* The task *
Set every record down verbatim and omit the pictures.

#### Record excerpts

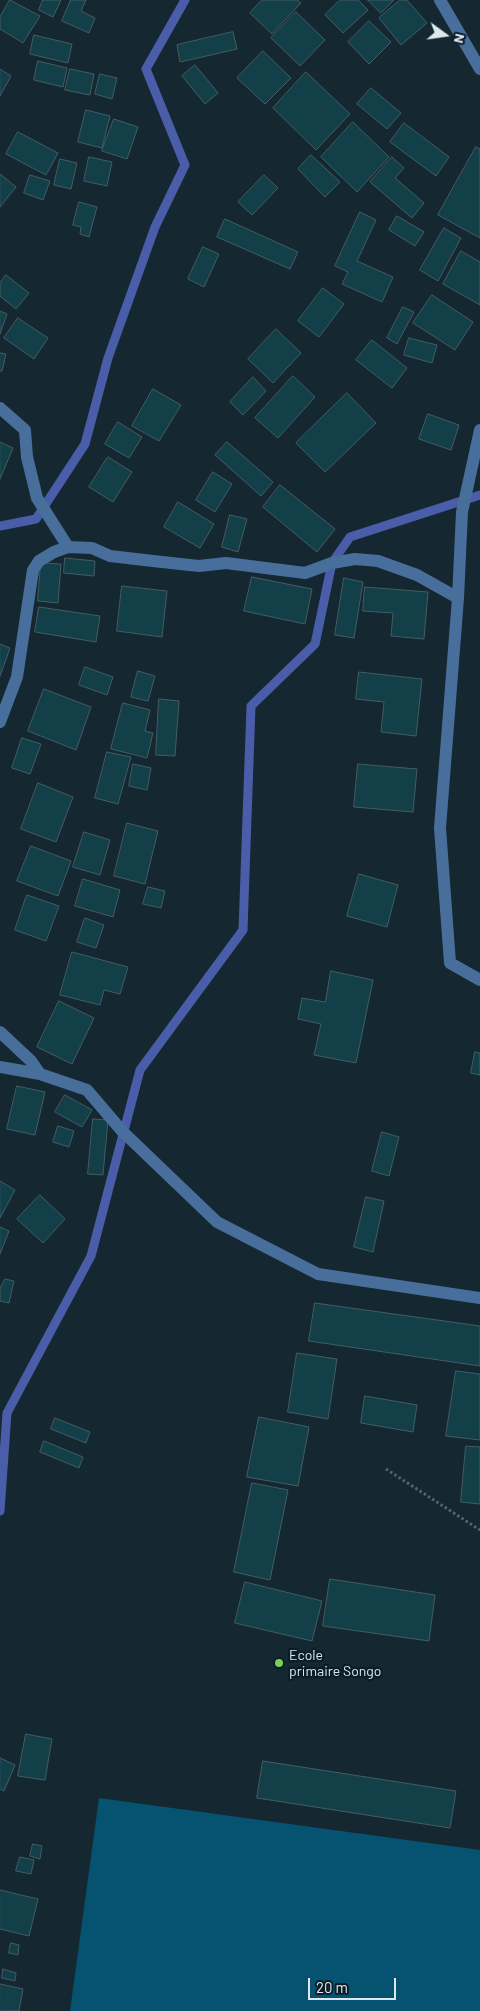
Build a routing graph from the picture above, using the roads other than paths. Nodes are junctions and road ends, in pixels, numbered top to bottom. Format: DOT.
graph roads {
  1 [pos="440,0"];
  2 [pos="480,69"];
  3 [pos="0,408"];
  4 [pos="480,430"];
  5 [pos="68,547"];
  6 [pos="458,598"];
  7 [pos="0,722"];
  8 [pos="480,980"];
  9 [pos="0,1032"];
  10 [pos="0,1066"];
  11 [pos="40,1074"];
  12 [pos="480,1298"];
  1 -- 2 [label="street"];
  3 -- 5 [label="street"];
  4 -- 6 [label="street"];
  5 -- 6 [label="street"];
  5 -- 7 [label="street"];
  6 -- 8 [label="street"];
  9 -- 11 [label="street"];
  10 -- 11 [label="street"];
  11 -- 12 [label="street"];
}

########

* Solution for this exercise *
Build a routing graph from the picture above, using the roads other than paths. Nodes are junctions and road ends, in pixels, numbered top to bottom. Format: DOT.
graph roads {
  1 [pos="440,0"];
  2 [pos="480,69"];
  3 [pos="0,408"];
  4 [pos="480,430"];
  5 [pos="68,547"];
  6 [pos="458,598"];
  7 [pos="0,722"];
  8 [pos="480,980"];
  9 [pos="0,1032"];
  10 [pos="0,1066"];
  11 [pos="40,1074"];
  12 [pos="480,1298"];
  1 -- 2 [label="street"];
  3 -- 5 [label="street"];
  4 -- 6 [label="street"];
  5 -- 6 [label="street"];
  5 -- 7 [label="street"];
  6 -- 8 [label="street"];
  9 -- 11 [label="street"];
  10 -- 11 [label="street"];
  11 -- 12 [label="street"];
}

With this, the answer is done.